→ Work required: Without any of the pictures, transcribe all the lines below exactly.

→ Collected data entries:
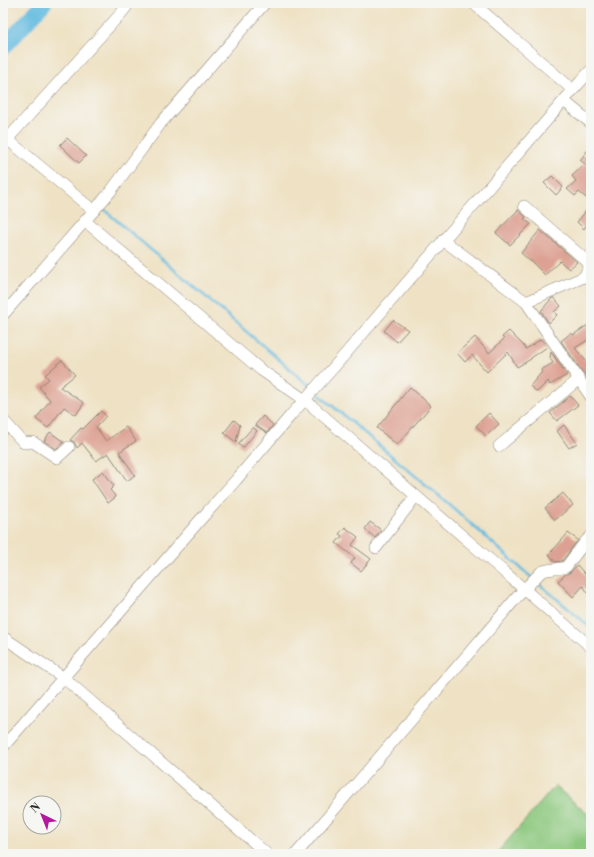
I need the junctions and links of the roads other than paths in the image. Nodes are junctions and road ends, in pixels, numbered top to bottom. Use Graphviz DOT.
graph roads {
  1 [pos="129,3"];
  2 [pos="265,3"];
  3 [pos="473,3"];
  4 [pos="589,75"];
  5 [pos="573,90"];
  6 [pos="564,101"];
  7 [pos="591,123"];
  8 [pos="5,142"];
  9 [pos="524,206"];
  10 [pos="90,216"];
  11 [pos="443,240"];
  12 [pos="590,263"];
  13 [pos="526,302"];
  14 [pos="3,315"];
  15 [pos="579,379"];
  16 [pos="591,397"];
  17 [pos="307,398"];
  18 [pos="3,420"];
  19 [pos="499,446"];
  20 [pos="69,447"];
  21 [pos="416,496"];
  22 [pos="591,536"];
  23 [pos="376,548"];
  24 [pos="527,588"];
  25 [pos="3,637"];
  26 [pos="591,646"];
  27 [pos="64,678"];
  28 [pos="3,747"];
  29 [pos="267,854"];
  30 [pos="296,854"];
  1 -- 8 [label="street"];
  2 -- 10 [label="street"];
  3 -- 5 [label="street"];
  4 -- 5 [label="street"];
  5 -- 6 [label="street"];
  6 -- 7 [label="street"];
  6 -- 11 [label="street"];
  8 -- 10 [label="street"];
  9 -- 12 [label="street"];
  10 -- 14 [label="street"];
  10 -- 17 [label="street"];
  11 -- 13 [label="street"];
  11 -- 17 [label="street"];
  12 -- 13 [label="street"];
  13 -- 15 [label="street"];
  15 -- 16 [label="street"];
  15 -- 19 [label="street"];
  17 -- 21 [label="street"];
  17 -- 27 [label="street"];
  18 -- 20 [label="street"];
  21 -- 23 [label="street"];
  21 -- 24 [label="street"];
  22 -- 24 [label="street"];
  24 -- 26 [label="street"];
  24 -- 30 [label="street"];
  25 -- 27 [label="street"];
  27 -- 28 [label="street"];
  27 -- 29 [label="street"];
}
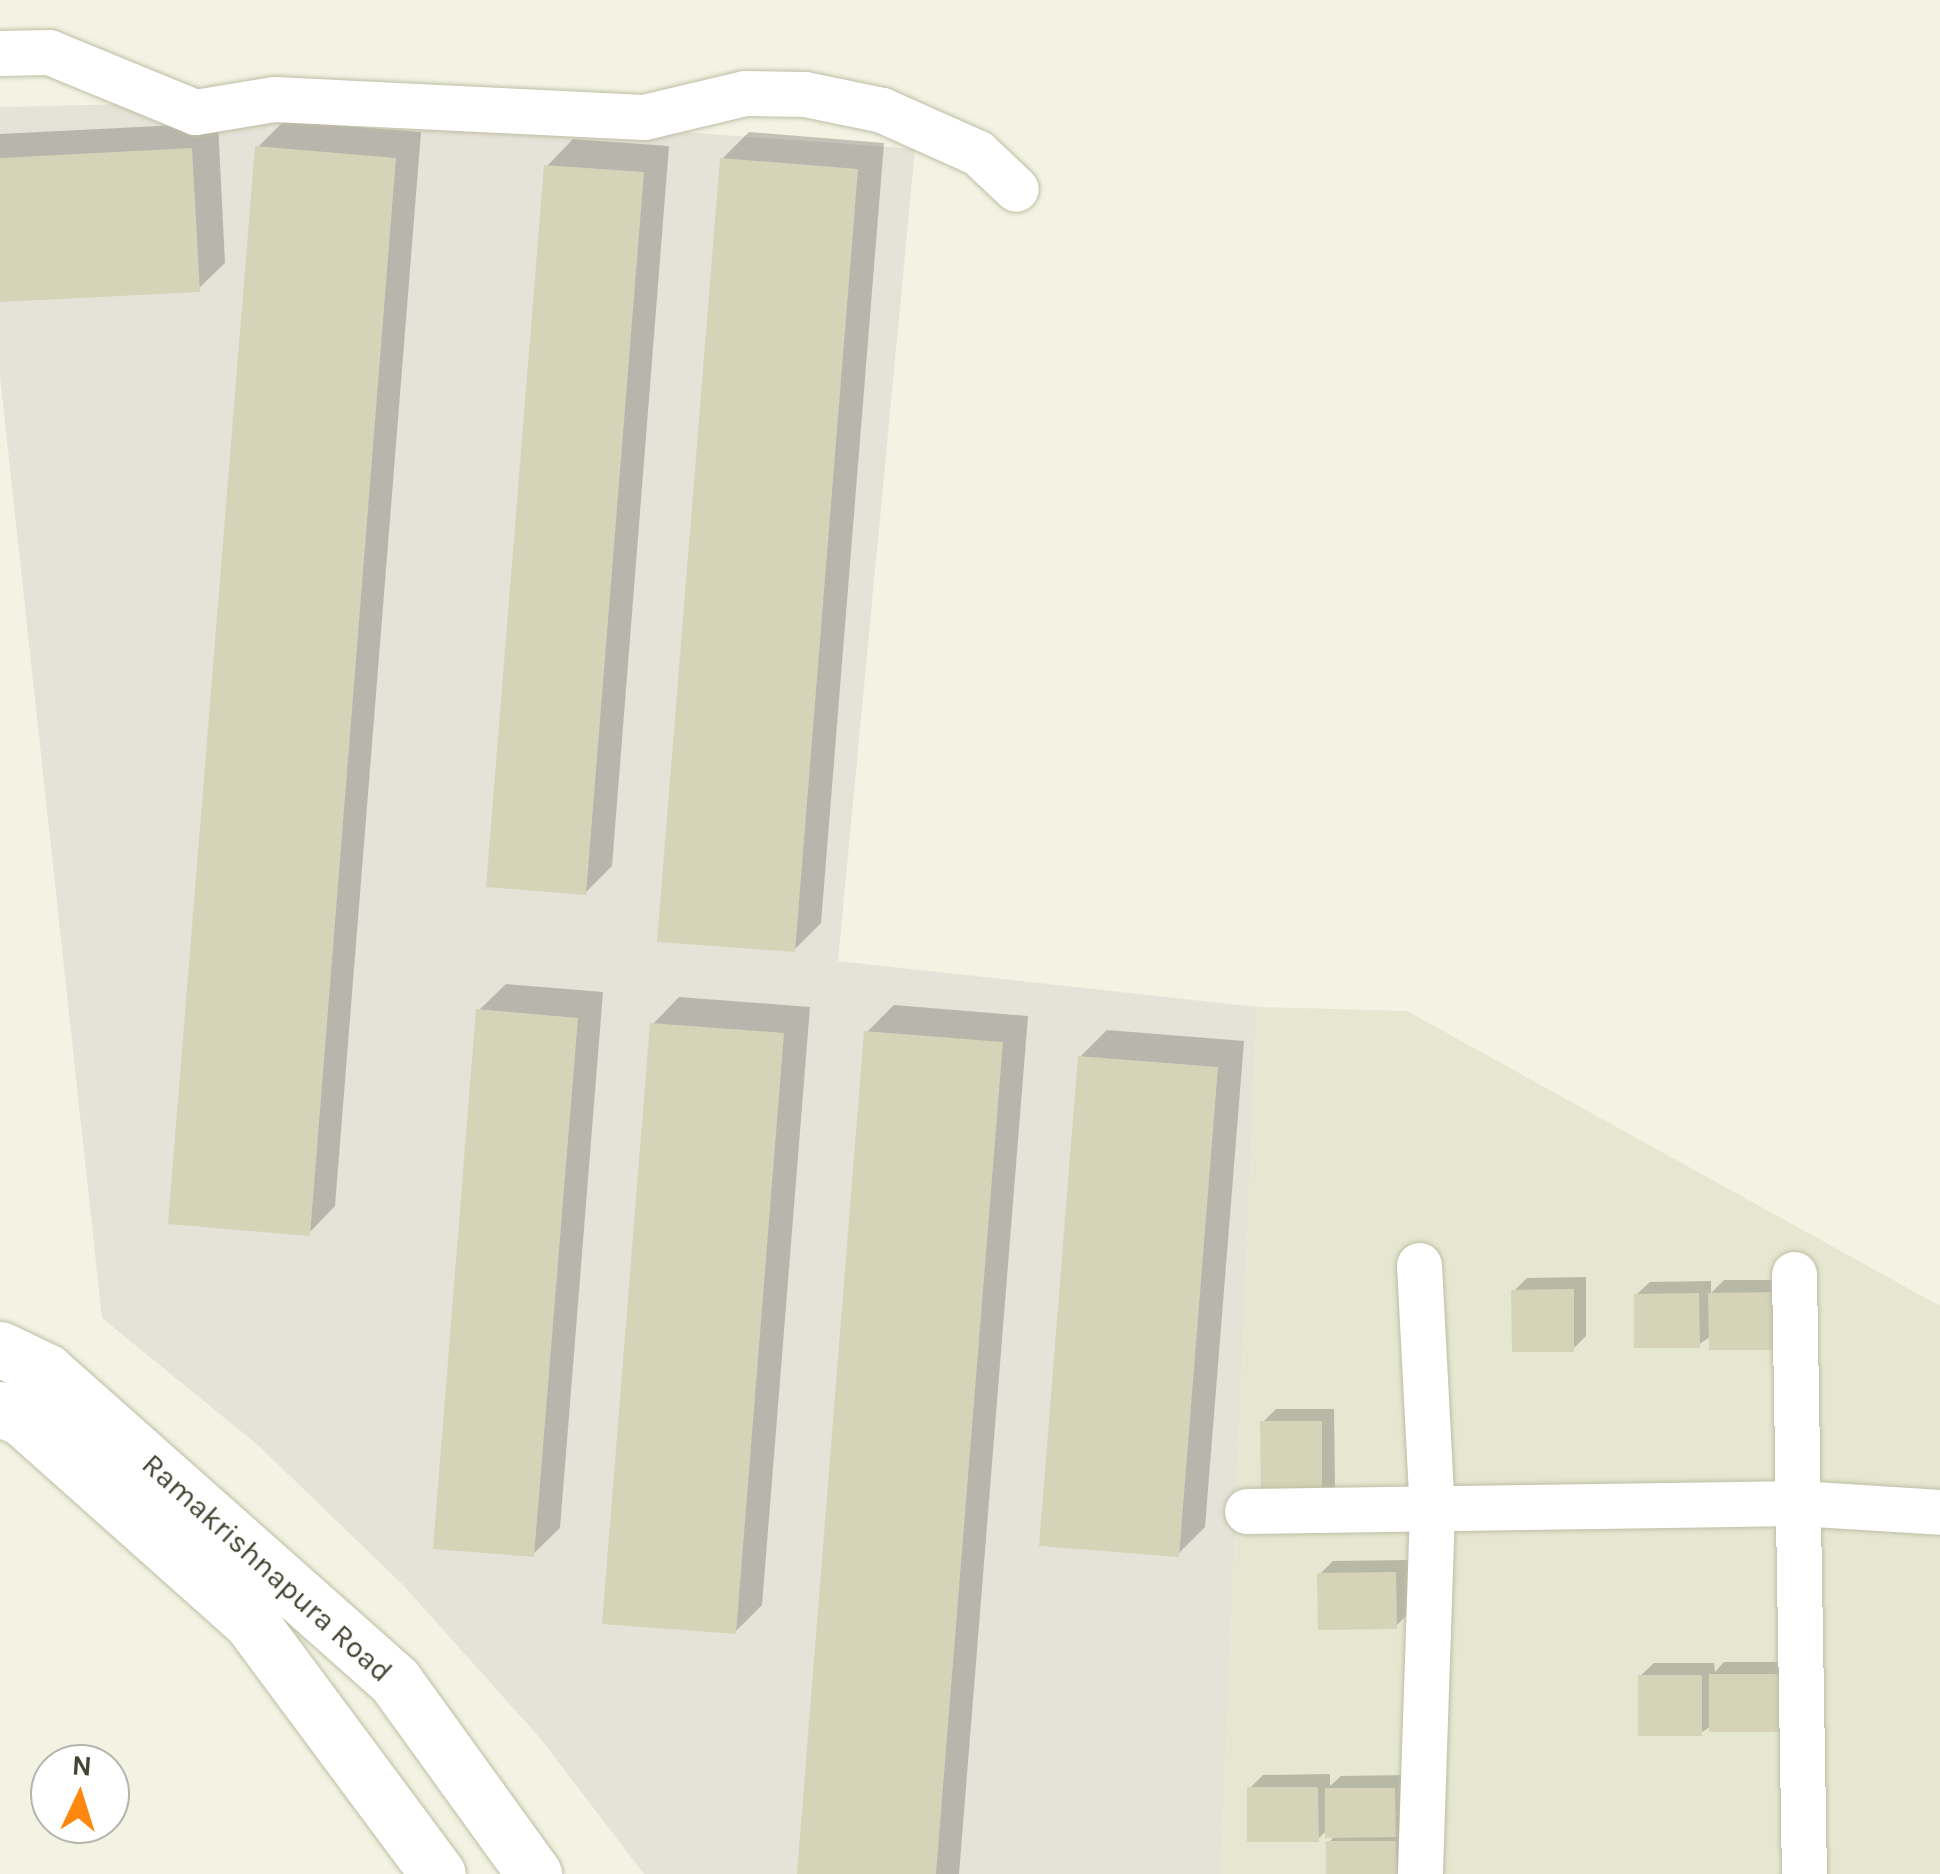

→ Result for this exercise:
I need the junctions and links of the roads other than paths in the image. Nodes are junctions and road ends, in pixels, numbered top to bottom. Use Graphviz DOT.
graph roads {
  1 [pos="129,3"];
  2 [pos="265,3"];
  3 [pos="473,3"];
  4 [pos="589,75"];
  5 [pos="573,90"];
  6 [pos="564,101"];
  7 [pos="591,123"];
  8 [pos="5,142"];
  9 [pos="524,206"];
  10 [pos="90,216"];
  11 [pos="443,240"];
  12 [pos="590,263"];
  13 [pos="526,302"];
  14 [pos="3,315"];
  15 [pos="579,379"];
  16 [pos="591,397"];
  17 [pos="307,398"];
  18 [pos="3,420"];
  19 [pos="499,446"];
  20 [pos="69,447"];
  21 [pos="416,496"];
  22 [pos="591,536"];
  23 [pos="376,548"];
  24 [pos="527,588"];
  25 [pos="3,637"];
  26 [pos="591,646"];
  27 [pos="64,678"];
  28 [pos="3,747"];
  29 [pos="267,854"];
  30 [pos="296,854"];
  1 -- 8 [label="street"];
  2 -- 10 [label="street"];
  3 -- 5 [label="street"];
  4 -- 5 [label="street"];
  5 -- 6 [label="street"];
  6 -- 7 [label="street"];
  6 -- 11 [label="street"];
  8 -- 10 [label="street"];
  9 -- 12 [label="street"];
  10 -- 14 [label="street"];
  10 -- 17 [label="street"];
  11 -- 13 [label="street"];
  11 -- 17 [label="street"];
  12 -- 13 [label="street"];
  13 -- 15 [label="street"];
  15 -- 16 [label="street"];
  15 -- 19 [label="street"];
  17 -- 21 [label="street"];
  17 -- 27 [label="street"];
  18 -- 20 [label="street"];
  21 -- 23 [label="street"];
  21 -- 24 [label="street"];
  22 -- 24 [label="street"];
  24 -- 26 [label="street"];
  24 -- 30 [label="street"];
  25 -- 27 [label="street"];
  27 -- 28 [label="street"];
  27 -- 29 [label="street"];
}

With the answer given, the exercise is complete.